Felix Lietchi along with his colleagues at the Swiss Ornithological Institute attached electronic tags that collected data on movements to six alpine swifts in 2011. These small birds weigh a quarter of a pound or less. During the summer days, the small birds stay in Europe breeding. After that, they migrate to Africa thousands of miles away for the winter days.
Felix wanted to collect data about the energy demands during their migration. From this data, they anticipated “to see how often they fly, how often they stop, that sort of thing.”
A year later, three of these birds returned to the same breeding site. The scientists removed the tags from them to see what the data indicated. What they found out from the data was completely unexpected. Felix claimed that the data blew all of his team away. Throughout the period migrating to Africa, the data showed that the birds were in the air always.
The team’s study was published on October 3, 2013, on Nature Communications. The study showed that the birds were flying 200 days straight in the air over West Africa. However, because the tags only recorded the data every four minutes, there may be a chance they occasionally came to the ground between the intervals. However, out of all the recorded data for six months, not a single time did the data record a time where they were below the height of flying or gliding in the air.

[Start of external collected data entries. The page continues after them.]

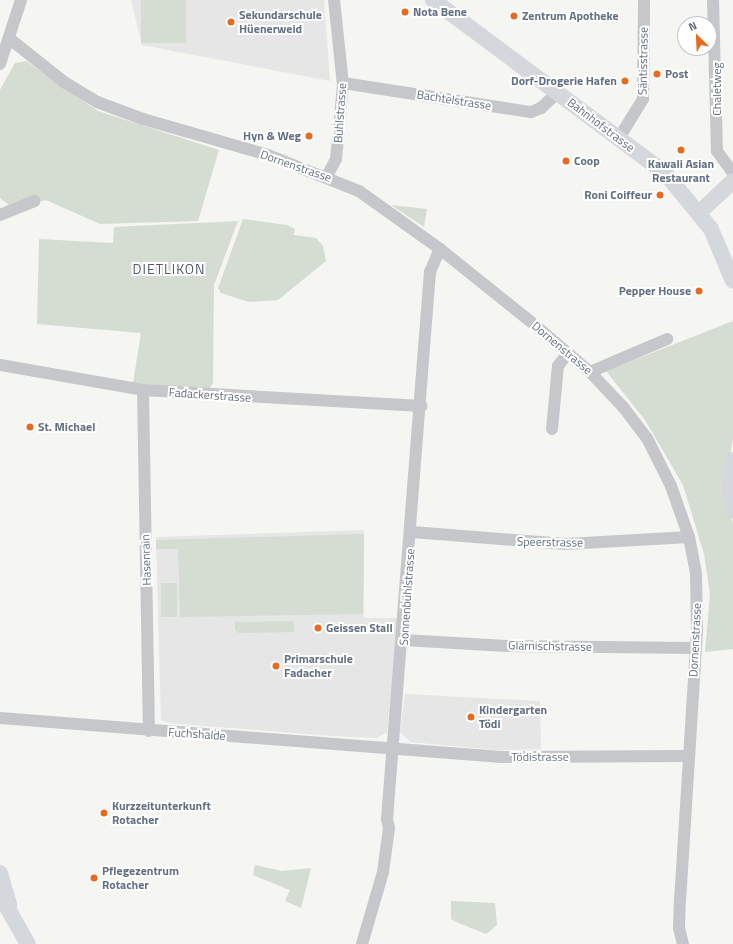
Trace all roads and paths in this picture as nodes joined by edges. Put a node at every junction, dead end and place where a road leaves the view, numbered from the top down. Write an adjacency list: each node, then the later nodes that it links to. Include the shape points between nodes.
1 (20, 0): 6 (street)
2 (334, 0): 8 (street, Bühlstrasse)
3 (433, 0): 9 (street, Bahnhofstrasse)
4 (644, 0): 10 (street, Säntisstrasse, via 643,99)
5 (713, 0): 11 (street, Chaletweg, via 717,151)
6 (10, 39): 7 (street); 12 (street, Dornenstrasse, via 64,82 97,102)
7 (0, 64)
8 (343, 83): 9 (street, Bachtelstrasse, via 531,112 541,108); 12 (street, Bühlstrasse, via 336,159)
9 (558, 92): 10 (street, Bahnhofstrasse)
10 (619, 138): 15 (street, Bahnhofstrasse, via 665,173)
11 (733, 174)
12 (328, 176): 17 (street, Dornenstrasse, via 359,191)
13 (733, 181): 15 (street)
14 (34, 201): 16 (street)
15 (700, 212): 18 (street, Bahnhofstrasse, via 721,248)
16 (0, 215)
17 (440, 249): 20 (street, Dornenstrasse); 24 (street, Sonnenbühlstrasse, via 430,272)
18 (733, 281)
19 (666, 339): 22 (street)
20 (568, 353): 22 (street, Dornenstrasse); 25 (street, via 558,366)
21 (0, 365): 23 (street, Fadackerstrasse)
22 (590, 372): 29 (street, Dornenstrasse, via 647,438 671,486)
23 (143, 390): 24 (street, Fadackerstrasse); 33 (street, Hasenrain)
24 (422, 406): 28 (street, Sonnenbühlstrasse)
25 (552, 429)
26 (733, 460): 27 (street, via 730,489)
27 (733, 510)
28 (412, 532): 29 (street, Speerstrasse, via 566,544); 30 (street, Sonnenbühlstrasse)
29 (689, 537): 31 (street, Dornenstrasse, via 698,598)
30 (404, 640): 31 (street, Glärnischstrasse, via 506,646); 34 (street, Sonnenbühlstrasse)
31 (695, 648): 35 (street, Dornenstrasse)
32 (0, 718): 33 (street, Fuchshalde)
33 (149, 731): 34 (street, Fuchshalde)
34 (394, 749): 35 (street, Tödistrasse, via 501,757); 40 (street, Sonnenbühlstrasse, via 383,872)
35 (687, 756): 41 (street, Dornenstrasse, via 679,928)
36 (0, 873): 38 (street)
37 (0, 894): 38 (street)
38 (10, 911): 39 (street)
39 (28, 944)
40 (362, 944)
41 (683, 944)

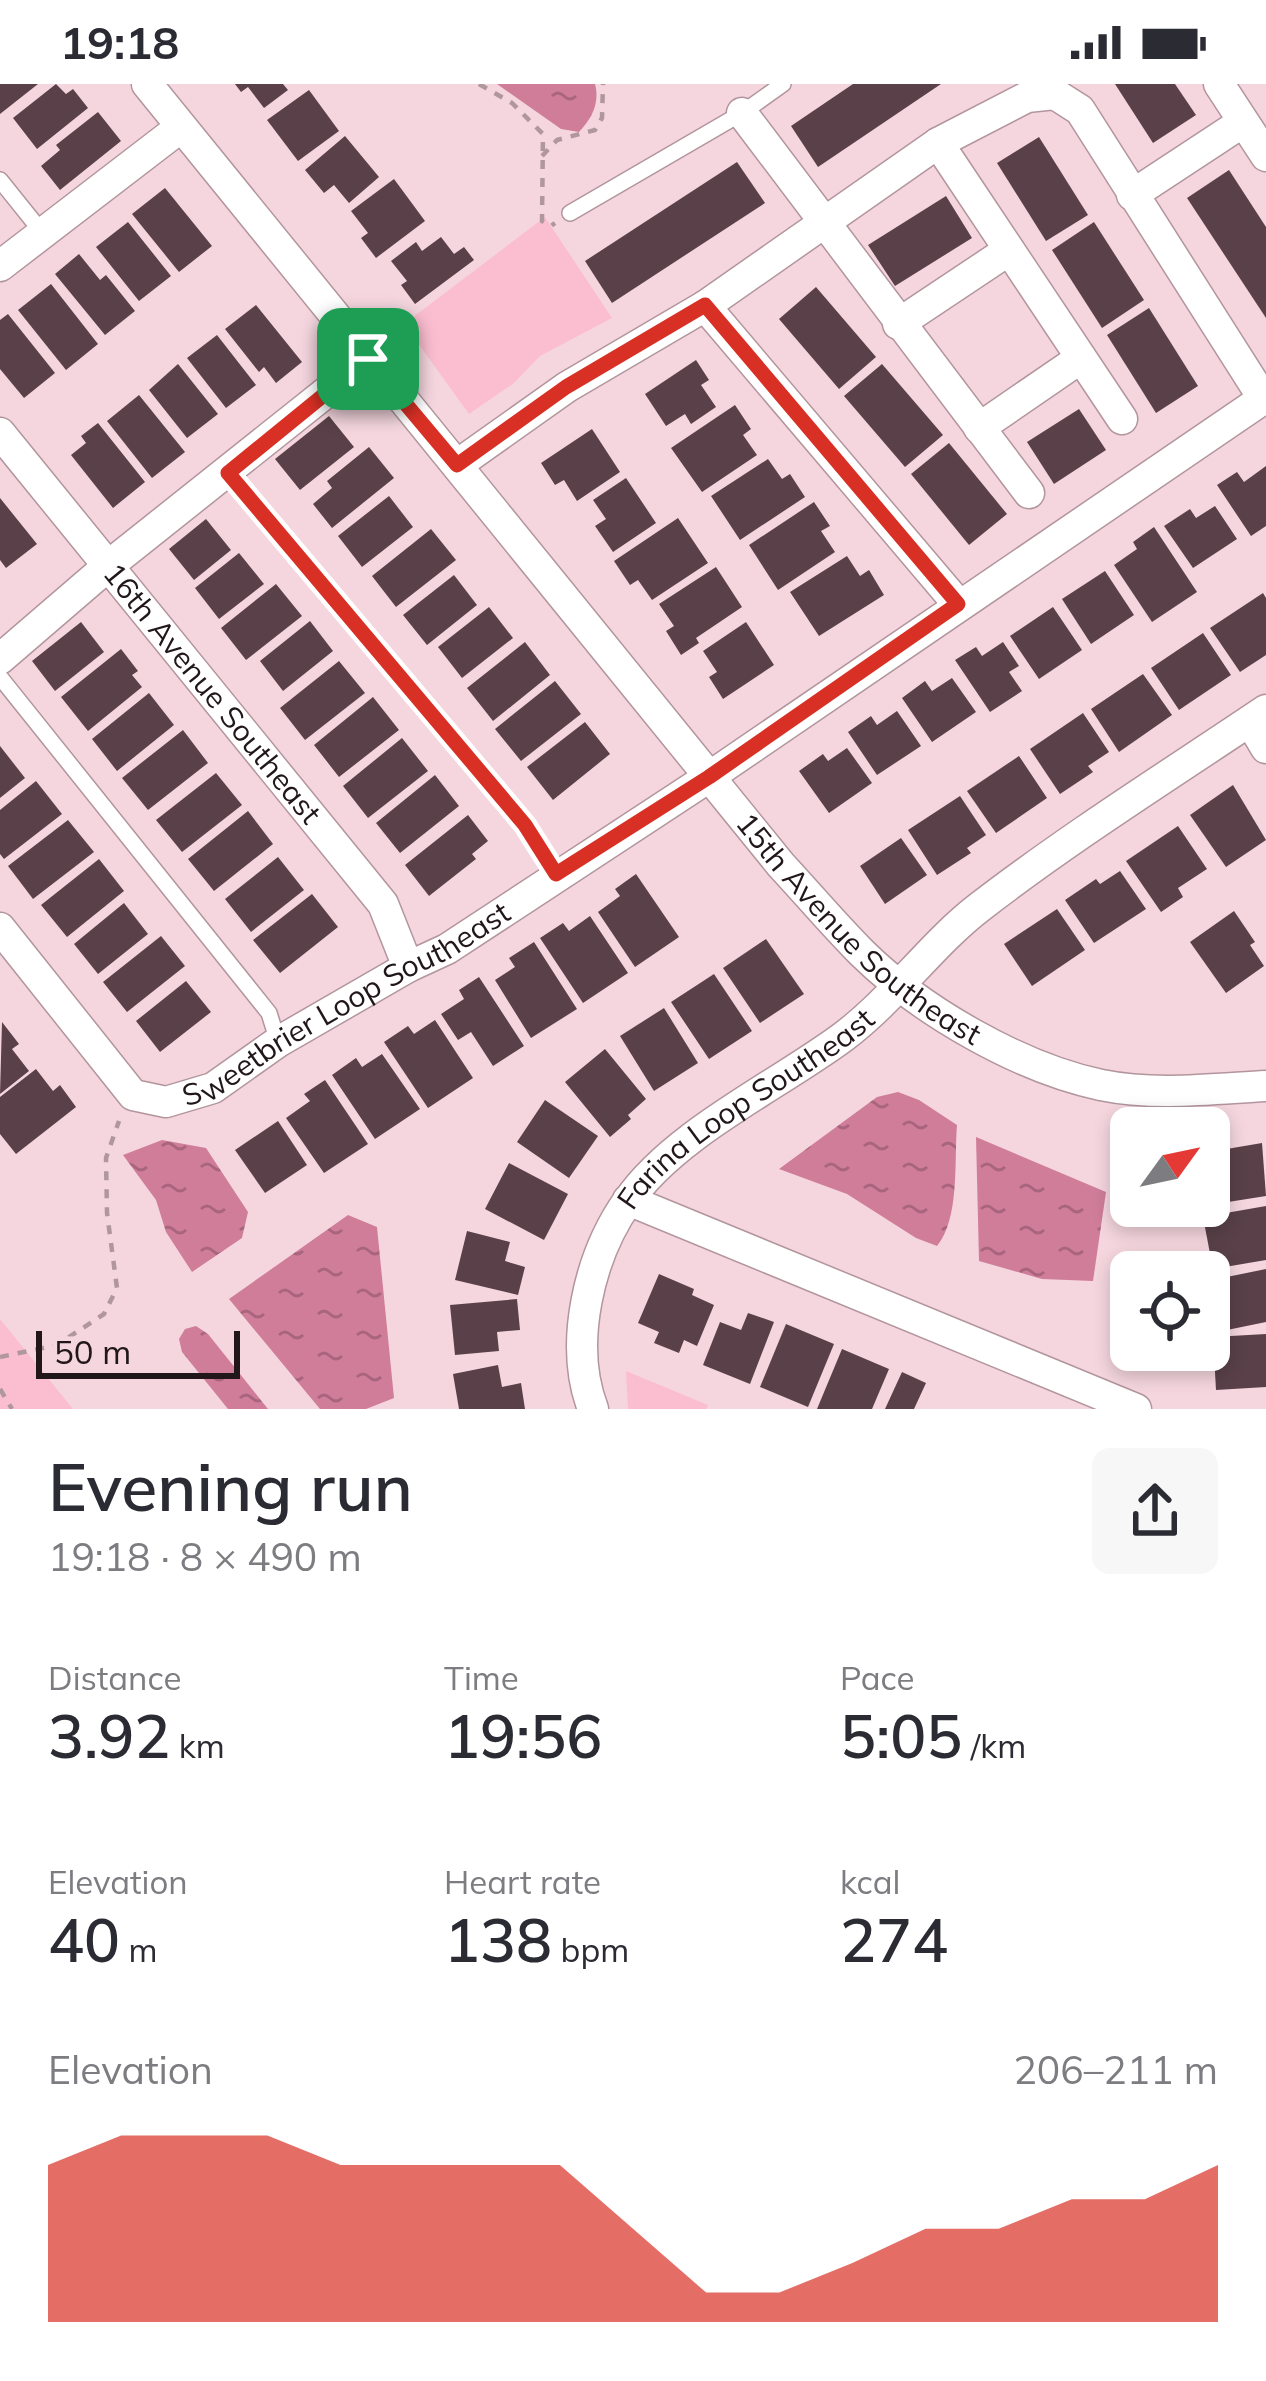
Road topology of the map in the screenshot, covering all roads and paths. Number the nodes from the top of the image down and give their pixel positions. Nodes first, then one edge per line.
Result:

Previously, ornithologists were speculating that the common swift (closely related to the alpine swift) can stay in flight for long periods. However, this was the first time that recorded evidence of it existed. This was all accomplished thanks to the new developments in technology. Before 2011, that kind of a sensor hadn’t been developed. The sensor was later developed by engineers at Bern University and the same ones were attacked on the birds for research purposes.
Because of the small size of the sensor, researchers were able to attack it to even smaller birds without any interference with their day to day movements. All the tags did was collect data on acceleration, the angle of the birds’ body relative to the ground, and the light shining on the bird at the time of collecting data. By collecting the data of the shining light, scientists were able to calculate the latitude of the bird because of the timestamp of the data. They compared the time stamp with the location of the bird and timed the sunrise and sunset.
Felix and his team compared the acceleration and pitch data to birds under observation and match the data sets and patterns with different movements. These movements consisted of flying or flapping the wings, gliding in the air without moving their wings, or resting on the ground. Felix claimed that the recorded birds “stayed in the air for all time they spent south of the Sahara, day and night. Sometimes they just glide for a few minutes, so there’s no movement, but the pitch of the body indicates that they’re still gliding in the air.”
The biggest mystery about it is how the birds are psychologically able to do this. The scientists were able to understand the diet aspect because the birds can feed on airborne insects. However, the question if birds can sleep in the air wasn’t proven until then. Fundamentally, sleep patterns for birds are much different than in mammals. Additionally, it’s hard to study the brainwaves of migrating birds and figure out how they rest while they’re in motion. However, scientists are positive that these birds can do it because of the data collected.
The confusing part of this question is why the birds would choose flying continuously for the entire trip to Africa rather than rest for some time on the ground. Even though it’s just speculation, Felix suggested that a big role for the answer to that question is the birds’ diet. By observation, the more north the birds went “the more they stay on the ground at night. Additionally, the further north you go, the less insects there are in the air—so it might be related.” Felix also added that when the birds stay in the air, there is less risk of being attacked by a predator or catch a disease.
The most thrilling fact is that this new piece of equipment, the ultra-lightweight movement sensor, was able to help the team of scientists for avian research. It’s much easier now to tag all kinds of birds compared to back then when the conventional sensors were too big for smaller birds.